Afectado por la tisis, esa enfermedad de poetas, esa abrupta afección pulmonar, Keats dio reposo a su joven cuerpo en una vieja edificación que da a la Piazza di Spagna en Roma. Aire cálido, vestigios de oleaje marino que únicamente solidifican el respirar y preparan una recaída un tanto más humana, fueron testigos de la última noche del poeta, la noche del 23 de febrero de 1821 cuya hondura y pesadez resumieron una vida entregada a la creación de una poesía de las más auténticas, valiosas y memorables del siglo XIX.
Joseph Severn, pintor y fiel amigo de Keats hasta los últimos instantes, dejó escrita una nota donde se conservan algunas palabras que precedieron a la muerte del poeta. “Severn, yo… incorpórame… me estoy muriendo… moriré tranquilamente… No te asustes… sé fuerte… y gracias a Dios que esto se acaba”. Su espíritu, cargado aún de sensaciones, ingresa ahora a un estado de calma y de gran paz.
Todo es un reflejo, todo hombre busca la fuente inmóvil de su alma en el frío esqueleto de los días.

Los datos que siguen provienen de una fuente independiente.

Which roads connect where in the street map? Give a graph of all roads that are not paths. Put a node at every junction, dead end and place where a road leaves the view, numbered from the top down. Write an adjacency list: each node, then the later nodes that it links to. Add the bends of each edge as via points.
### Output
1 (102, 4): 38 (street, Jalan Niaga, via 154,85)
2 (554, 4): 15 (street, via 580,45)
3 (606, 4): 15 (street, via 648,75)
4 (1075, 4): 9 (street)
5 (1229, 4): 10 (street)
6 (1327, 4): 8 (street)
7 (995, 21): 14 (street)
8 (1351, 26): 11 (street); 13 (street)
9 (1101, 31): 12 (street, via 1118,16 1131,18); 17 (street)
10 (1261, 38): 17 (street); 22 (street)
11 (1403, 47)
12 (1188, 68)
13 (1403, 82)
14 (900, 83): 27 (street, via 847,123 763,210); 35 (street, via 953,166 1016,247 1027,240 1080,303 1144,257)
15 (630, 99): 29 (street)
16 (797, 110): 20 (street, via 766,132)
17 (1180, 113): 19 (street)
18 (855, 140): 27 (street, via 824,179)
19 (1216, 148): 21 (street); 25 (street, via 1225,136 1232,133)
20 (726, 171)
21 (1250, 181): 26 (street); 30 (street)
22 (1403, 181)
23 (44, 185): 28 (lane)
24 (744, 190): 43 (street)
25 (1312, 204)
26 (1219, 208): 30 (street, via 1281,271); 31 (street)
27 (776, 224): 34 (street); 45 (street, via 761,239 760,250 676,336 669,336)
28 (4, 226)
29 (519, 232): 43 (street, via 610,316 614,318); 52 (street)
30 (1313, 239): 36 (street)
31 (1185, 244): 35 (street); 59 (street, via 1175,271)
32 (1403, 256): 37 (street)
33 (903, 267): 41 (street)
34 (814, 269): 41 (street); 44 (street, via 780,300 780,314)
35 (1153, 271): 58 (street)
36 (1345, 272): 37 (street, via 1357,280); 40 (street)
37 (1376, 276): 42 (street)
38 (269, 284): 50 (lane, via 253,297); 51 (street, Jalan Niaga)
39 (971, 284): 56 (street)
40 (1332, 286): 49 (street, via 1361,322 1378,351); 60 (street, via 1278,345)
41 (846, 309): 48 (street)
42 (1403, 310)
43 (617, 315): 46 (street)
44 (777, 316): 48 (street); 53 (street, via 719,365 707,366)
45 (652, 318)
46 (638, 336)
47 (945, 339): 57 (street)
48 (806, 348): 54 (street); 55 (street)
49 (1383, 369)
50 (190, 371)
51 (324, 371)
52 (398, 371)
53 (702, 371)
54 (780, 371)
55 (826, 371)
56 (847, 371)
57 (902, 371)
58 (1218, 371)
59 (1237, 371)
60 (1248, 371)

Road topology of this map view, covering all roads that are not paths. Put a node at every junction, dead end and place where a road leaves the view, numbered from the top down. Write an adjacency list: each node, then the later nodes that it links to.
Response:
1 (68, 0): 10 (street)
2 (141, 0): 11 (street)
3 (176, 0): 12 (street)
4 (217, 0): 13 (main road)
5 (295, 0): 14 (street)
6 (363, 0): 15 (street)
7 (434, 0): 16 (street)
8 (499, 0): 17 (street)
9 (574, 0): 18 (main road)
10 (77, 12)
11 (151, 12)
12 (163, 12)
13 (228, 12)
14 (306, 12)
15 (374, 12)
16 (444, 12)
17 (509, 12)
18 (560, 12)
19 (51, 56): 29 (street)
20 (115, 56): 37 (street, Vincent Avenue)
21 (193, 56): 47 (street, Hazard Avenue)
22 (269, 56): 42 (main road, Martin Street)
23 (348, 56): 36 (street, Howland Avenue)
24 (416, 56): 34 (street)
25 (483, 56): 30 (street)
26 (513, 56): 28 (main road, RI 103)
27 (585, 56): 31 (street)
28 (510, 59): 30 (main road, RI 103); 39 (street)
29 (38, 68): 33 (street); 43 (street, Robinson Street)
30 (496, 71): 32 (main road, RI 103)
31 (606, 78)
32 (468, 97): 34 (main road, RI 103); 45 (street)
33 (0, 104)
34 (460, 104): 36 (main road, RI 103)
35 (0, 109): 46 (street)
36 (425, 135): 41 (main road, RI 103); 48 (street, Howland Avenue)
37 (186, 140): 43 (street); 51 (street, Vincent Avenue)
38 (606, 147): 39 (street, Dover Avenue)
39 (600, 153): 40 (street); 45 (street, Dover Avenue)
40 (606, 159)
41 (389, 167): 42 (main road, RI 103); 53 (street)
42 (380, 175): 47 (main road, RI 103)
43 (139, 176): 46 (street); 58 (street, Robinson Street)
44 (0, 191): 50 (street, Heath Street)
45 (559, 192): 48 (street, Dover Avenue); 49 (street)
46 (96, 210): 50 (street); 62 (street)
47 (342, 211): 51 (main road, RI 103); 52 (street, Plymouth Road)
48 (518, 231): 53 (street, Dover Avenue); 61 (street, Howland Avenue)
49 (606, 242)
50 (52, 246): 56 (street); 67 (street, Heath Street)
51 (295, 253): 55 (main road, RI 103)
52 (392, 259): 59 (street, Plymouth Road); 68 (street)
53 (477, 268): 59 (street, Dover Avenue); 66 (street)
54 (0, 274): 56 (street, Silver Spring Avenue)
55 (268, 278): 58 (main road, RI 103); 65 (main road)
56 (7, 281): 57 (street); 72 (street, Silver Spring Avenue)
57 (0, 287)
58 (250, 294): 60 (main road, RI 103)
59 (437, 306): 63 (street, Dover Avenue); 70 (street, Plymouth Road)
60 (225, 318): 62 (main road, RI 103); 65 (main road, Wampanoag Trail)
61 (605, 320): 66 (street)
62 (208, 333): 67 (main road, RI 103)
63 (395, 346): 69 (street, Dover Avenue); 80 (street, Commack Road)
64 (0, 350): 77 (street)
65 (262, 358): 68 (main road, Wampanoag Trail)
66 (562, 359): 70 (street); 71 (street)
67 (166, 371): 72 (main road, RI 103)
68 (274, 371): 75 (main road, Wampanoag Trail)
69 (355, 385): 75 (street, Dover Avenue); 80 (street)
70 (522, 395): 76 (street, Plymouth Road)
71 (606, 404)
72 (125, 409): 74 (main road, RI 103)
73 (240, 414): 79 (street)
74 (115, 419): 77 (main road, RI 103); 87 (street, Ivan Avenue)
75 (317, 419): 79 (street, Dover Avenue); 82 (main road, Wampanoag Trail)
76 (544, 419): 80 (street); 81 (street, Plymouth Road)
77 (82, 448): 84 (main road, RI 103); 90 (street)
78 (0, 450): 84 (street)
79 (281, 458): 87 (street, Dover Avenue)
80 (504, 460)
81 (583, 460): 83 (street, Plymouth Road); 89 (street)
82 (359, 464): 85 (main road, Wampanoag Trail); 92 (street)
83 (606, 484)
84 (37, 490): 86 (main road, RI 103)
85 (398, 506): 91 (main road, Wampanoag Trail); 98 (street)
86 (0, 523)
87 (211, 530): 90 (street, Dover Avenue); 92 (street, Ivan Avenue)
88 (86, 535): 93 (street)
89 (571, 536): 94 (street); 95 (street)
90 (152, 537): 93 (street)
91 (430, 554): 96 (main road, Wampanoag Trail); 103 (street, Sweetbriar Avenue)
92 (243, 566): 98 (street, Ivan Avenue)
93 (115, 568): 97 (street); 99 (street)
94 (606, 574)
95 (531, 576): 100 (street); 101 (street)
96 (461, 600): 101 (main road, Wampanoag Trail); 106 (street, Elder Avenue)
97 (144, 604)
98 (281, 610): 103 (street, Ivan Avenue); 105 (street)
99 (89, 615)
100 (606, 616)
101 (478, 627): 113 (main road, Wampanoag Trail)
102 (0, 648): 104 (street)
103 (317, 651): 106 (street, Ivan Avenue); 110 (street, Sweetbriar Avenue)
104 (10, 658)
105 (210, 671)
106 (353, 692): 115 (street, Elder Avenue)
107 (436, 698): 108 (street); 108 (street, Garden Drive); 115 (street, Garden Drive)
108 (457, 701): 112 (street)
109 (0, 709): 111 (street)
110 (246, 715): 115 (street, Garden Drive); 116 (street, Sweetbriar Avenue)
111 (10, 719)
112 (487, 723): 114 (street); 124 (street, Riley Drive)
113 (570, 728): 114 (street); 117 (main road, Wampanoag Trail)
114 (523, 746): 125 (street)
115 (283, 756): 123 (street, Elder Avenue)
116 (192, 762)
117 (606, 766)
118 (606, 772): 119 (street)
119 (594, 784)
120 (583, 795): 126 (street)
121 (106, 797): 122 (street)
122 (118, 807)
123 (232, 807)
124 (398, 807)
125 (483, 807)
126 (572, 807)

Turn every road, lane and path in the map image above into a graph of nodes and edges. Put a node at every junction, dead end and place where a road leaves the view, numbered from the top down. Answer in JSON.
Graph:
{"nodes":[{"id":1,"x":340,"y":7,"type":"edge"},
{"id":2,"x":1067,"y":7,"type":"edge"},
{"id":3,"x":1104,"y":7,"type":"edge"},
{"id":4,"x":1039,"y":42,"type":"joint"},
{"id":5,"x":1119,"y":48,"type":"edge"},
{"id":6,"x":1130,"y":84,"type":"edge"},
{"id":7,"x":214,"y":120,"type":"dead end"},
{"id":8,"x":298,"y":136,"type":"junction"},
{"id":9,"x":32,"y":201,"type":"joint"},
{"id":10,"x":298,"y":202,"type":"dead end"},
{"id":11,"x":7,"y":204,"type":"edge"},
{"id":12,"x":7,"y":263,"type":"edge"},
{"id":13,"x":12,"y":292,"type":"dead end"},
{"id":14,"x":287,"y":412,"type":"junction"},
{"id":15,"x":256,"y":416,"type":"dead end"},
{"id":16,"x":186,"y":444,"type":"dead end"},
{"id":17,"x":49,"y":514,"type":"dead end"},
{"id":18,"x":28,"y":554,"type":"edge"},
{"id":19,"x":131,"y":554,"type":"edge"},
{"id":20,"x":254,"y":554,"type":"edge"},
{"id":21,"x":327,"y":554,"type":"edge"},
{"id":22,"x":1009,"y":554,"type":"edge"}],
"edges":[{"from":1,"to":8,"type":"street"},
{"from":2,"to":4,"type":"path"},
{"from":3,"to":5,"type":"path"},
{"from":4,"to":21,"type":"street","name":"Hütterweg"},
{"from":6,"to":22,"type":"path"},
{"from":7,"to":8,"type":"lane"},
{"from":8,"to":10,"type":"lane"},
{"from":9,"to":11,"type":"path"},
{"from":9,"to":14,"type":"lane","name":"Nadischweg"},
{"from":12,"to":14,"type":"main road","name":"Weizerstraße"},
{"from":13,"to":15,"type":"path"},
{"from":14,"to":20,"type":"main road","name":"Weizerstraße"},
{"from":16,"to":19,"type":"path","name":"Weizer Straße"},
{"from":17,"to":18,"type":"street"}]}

Keats, que murió a los 26 años, enamorado y creyéndose un fracasado, auscultó una poesía que se inclinaba más al mito de la sensación que a la dominación del pensamiento, vio verdadera belleza en las más humilde manifestación de tristeza, escuchó, como nadie lo ha hecho, el canto del ruiseñor para elevarse en “las alas invisibles de la poesía” y luego aceptar que todo signo de velada verdad es una fina melodía que nos inclina al dulce morir. Vivió entre los dones de la voluntad, la sombra de la incertidumbre y la intensidad de la melancolía
Si en su Endymion escribió: “… ¡Me aferré / a la nada, amé a una nada, nada vi ni sentí / más que un gran ensueño¡”, en un poema escrito para su amada, Fanny Browne, expresa: “… no te quedes ni con un átomo de átomos o muero, / o sigo viviendo, quizás, como tu mísero esclavo”. La vida es un misterio, un arrebato que nos prodigamos, una oscuridad que nos atrevemos a iluminar un poco; no por ello se deja de amar o de sentir el mundo, no por ello se deslinda ese humano deseo de contemplar una tarde de rojos arreboles o de hundir el sueño en los brazos de la noche.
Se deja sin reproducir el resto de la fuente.